There’s a great speech Luke gives about Harlem, its place in the history of African-American culture, and the aspirational quality, that shows how far Luke has come. The series started off with Luke using Harlem as a place to hide, but by the close of the series, Harlem is the place he lives. Not just in the sense of residence, but in the sense of truly living. Mariah loves Harlem because of what it was and what she can make it. Luke respects that history, but to him Harlem is great because of what the history allows it to be, what it tells its people it can be. To him, saving Harlem isn’t about putting up new buildings and preserving historical landmarks. Like any true hero, it’s about the community, and standing up for those people and their ideals in every way, including not letting those ideals be compromised. That’s why it’s important that he’s just an average guy.

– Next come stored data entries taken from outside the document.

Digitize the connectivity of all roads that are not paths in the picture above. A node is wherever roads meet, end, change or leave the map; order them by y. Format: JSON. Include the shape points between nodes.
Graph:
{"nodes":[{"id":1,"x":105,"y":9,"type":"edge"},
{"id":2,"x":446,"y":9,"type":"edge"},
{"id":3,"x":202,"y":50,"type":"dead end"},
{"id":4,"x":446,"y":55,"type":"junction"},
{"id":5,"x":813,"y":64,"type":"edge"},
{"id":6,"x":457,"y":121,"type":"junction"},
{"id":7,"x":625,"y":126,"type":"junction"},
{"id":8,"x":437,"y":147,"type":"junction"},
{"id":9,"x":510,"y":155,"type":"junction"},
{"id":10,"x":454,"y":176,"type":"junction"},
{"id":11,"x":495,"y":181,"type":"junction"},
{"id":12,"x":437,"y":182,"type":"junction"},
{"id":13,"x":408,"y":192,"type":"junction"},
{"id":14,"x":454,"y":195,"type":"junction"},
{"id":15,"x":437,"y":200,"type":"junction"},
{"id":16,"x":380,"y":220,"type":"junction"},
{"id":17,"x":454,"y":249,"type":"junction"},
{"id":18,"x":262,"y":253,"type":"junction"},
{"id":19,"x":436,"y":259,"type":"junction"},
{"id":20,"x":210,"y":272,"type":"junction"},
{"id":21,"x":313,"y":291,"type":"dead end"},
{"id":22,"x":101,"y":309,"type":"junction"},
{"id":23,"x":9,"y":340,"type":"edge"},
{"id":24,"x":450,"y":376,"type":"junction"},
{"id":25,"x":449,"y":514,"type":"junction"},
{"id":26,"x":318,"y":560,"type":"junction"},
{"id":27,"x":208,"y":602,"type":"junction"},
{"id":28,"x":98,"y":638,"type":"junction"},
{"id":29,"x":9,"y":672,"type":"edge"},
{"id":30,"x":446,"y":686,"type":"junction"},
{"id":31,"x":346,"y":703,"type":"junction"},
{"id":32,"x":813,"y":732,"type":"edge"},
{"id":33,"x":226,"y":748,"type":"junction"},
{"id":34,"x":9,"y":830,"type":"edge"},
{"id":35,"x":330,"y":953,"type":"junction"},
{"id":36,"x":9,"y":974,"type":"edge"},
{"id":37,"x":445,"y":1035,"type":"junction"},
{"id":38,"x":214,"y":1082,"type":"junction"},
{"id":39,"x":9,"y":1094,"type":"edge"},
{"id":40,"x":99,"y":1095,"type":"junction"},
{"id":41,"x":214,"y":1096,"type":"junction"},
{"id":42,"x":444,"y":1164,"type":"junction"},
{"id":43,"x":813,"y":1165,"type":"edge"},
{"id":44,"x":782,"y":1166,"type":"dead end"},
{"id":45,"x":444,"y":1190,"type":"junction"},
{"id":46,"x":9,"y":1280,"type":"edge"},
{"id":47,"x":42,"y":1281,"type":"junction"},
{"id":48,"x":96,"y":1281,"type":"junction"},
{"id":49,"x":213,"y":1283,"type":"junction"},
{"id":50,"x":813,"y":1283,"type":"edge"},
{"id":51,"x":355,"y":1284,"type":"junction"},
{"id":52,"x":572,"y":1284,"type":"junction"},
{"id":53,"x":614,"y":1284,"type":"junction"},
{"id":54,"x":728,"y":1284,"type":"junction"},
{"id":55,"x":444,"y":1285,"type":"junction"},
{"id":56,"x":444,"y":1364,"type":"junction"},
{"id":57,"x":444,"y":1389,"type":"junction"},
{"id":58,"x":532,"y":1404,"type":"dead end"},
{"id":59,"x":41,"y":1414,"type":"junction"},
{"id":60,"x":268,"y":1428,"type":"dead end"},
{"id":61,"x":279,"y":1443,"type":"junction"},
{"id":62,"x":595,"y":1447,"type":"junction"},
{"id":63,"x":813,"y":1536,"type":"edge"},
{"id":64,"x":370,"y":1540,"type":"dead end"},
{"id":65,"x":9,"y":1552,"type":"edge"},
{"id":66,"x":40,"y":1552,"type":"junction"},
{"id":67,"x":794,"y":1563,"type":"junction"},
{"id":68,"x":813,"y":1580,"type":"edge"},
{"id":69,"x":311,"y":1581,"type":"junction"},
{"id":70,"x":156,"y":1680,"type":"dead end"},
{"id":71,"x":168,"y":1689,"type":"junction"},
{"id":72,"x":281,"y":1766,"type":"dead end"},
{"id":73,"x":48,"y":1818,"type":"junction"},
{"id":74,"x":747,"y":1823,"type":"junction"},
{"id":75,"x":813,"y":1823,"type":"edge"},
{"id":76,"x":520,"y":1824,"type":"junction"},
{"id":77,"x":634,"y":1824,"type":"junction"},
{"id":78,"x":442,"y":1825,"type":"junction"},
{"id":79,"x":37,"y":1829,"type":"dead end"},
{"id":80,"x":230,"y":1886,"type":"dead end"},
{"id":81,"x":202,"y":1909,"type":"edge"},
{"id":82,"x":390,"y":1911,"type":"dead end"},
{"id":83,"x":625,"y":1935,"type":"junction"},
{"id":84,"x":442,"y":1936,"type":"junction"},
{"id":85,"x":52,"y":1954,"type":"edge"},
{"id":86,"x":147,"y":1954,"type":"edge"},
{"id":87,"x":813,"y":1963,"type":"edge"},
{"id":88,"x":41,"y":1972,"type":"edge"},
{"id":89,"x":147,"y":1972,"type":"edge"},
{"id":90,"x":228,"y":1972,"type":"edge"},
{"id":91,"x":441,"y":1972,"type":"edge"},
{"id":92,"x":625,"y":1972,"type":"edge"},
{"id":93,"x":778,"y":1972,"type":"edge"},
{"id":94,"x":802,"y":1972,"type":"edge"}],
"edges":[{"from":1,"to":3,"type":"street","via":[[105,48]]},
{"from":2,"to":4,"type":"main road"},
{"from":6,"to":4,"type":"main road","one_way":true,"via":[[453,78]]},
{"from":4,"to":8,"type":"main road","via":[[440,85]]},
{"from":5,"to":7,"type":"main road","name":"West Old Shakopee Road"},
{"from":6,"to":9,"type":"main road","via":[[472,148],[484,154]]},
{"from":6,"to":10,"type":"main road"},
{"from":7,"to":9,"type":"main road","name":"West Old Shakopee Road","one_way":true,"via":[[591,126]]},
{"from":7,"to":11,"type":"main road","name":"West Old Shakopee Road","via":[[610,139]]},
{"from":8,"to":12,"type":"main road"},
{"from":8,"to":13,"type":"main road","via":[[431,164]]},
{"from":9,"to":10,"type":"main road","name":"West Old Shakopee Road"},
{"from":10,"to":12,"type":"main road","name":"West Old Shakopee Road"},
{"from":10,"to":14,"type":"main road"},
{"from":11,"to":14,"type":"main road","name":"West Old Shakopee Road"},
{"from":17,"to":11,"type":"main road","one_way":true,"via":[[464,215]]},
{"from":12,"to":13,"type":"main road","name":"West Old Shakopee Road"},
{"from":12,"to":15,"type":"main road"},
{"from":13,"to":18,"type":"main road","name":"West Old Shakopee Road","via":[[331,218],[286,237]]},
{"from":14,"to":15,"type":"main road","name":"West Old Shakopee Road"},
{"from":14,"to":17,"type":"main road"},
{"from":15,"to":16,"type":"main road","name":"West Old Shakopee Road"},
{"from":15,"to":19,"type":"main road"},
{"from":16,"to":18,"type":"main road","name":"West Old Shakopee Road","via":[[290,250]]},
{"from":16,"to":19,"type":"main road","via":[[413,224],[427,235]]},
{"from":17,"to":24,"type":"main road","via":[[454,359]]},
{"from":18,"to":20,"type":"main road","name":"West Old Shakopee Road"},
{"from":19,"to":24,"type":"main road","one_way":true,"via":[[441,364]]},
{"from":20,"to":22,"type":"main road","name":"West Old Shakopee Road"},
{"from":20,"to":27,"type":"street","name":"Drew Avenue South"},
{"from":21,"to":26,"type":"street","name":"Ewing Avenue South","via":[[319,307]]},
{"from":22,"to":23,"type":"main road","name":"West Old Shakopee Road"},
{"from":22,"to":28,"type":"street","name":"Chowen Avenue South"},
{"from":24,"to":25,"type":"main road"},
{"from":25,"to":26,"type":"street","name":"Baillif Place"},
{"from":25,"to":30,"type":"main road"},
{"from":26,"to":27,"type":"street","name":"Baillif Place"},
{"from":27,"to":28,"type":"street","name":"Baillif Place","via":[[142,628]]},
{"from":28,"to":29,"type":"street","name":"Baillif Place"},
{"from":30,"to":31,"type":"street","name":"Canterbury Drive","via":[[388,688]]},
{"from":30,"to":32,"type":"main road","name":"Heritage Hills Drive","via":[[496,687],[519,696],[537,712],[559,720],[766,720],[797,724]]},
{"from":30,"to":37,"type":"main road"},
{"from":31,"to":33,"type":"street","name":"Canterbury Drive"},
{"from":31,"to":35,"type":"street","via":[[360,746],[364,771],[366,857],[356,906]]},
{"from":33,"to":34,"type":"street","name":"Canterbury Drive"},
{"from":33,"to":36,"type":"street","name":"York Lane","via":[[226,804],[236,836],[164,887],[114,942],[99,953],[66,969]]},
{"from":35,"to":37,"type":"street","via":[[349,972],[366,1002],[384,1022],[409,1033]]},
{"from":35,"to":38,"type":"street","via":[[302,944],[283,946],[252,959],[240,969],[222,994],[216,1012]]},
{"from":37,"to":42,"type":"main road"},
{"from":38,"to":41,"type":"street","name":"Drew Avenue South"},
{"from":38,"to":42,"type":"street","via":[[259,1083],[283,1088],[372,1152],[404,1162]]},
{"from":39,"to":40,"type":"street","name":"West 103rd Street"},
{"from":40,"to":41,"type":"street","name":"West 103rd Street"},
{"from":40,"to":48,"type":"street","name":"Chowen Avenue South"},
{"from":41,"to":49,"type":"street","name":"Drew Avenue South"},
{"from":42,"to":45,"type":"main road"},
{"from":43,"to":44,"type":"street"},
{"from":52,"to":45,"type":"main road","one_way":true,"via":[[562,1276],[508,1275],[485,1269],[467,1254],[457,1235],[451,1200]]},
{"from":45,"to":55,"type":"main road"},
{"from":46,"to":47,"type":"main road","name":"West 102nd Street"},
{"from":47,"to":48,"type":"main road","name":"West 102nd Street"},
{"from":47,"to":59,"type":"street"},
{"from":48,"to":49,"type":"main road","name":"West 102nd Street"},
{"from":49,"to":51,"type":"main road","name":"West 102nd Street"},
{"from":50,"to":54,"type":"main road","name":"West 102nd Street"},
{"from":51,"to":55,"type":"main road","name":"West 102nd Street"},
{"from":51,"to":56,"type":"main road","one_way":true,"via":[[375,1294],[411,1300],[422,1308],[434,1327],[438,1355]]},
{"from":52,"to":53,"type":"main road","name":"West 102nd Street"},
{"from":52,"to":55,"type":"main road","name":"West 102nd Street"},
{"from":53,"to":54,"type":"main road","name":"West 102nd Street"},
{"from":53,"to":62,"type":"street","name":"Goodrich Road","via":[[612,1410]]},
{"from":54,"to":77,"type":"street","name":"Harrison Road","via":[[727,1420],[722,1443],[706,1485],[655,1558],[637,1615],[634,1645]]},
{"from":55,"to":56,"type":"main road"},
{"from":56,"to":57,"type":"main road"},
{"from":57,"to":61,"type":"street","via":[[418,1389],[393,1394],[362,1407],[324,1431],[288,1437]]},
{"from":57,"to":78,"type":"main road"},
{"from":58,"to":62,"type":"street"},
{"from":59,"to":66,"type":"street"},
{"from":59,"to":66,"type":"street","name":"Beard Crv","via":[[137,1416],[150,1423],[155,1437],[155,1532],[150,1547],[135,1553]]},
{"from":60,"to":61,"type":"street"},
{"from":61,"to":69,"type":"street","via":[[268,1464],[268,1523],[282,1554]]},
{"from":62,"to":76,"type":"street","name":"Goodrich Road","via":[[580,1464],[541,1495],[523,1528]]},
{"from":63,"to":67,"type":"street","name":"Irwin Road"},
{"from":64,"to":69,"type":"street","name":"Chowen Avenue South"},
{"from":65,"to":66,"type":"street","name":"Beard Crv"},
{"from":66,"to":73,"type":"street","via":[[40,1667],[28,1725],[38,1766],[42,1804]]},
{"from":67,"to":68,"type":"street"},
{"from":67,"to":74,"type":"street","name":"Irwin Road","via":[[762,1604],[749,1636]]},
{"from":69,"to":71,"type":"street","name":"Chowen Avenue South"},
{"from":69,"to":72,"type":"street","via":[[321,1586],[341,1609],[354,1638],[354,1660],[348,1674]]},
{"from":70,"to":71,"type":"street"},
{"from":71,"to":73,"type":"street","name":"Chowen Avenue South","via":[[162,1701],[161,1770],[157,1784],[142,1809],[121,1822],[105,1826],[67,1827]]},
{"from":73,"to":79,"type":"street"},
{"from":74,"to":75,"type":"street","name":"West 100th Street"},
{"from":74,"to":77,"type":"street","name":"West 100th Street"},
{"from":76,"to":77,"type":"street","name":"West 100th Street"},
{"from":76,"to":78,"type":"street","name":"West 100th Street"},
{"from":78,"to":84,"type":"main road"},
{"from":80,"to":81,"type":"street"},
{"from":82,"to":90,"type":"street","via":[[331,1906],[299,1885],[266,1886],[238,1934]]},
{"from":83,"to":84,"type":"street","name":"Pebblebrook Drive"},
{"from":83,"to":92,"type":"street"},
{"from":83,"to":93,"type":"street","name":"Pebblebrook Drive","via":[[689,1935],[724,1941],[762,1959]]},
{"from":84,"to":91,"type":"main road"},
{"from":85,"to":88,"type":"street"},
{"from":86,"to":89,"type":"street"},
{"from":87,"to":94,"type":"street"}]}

And it’s why, at the end of the series, he’s not running or hiding anymore. It’s why it matters that the climax unfolds not in a secret base or in a hideout, but on a crowded Harlem street, surrounded by his neighbours, fighting for them.
When Marvel’s Luke Cage returns, I hope it plays to its strengths and keeps it focus on them, because when it did that, it felt like no other super-hero adaptation we’ve seen. Credit has to be given to show runner Cheo Hodari Coker (and Episode 12 writers Akela Cooper & Charles Murray and Episode 12 co-writer Aida Mashaka Croal) for keeping that tone throughout. Though the final two episodes had their problems, and those were endemic of the series as a whole, the strengths of the series throughout were perfectly encapsulated as well, resulting in a mostly satisfying conclusion. It’s why I can give the final two episodes an overall score of 8/10.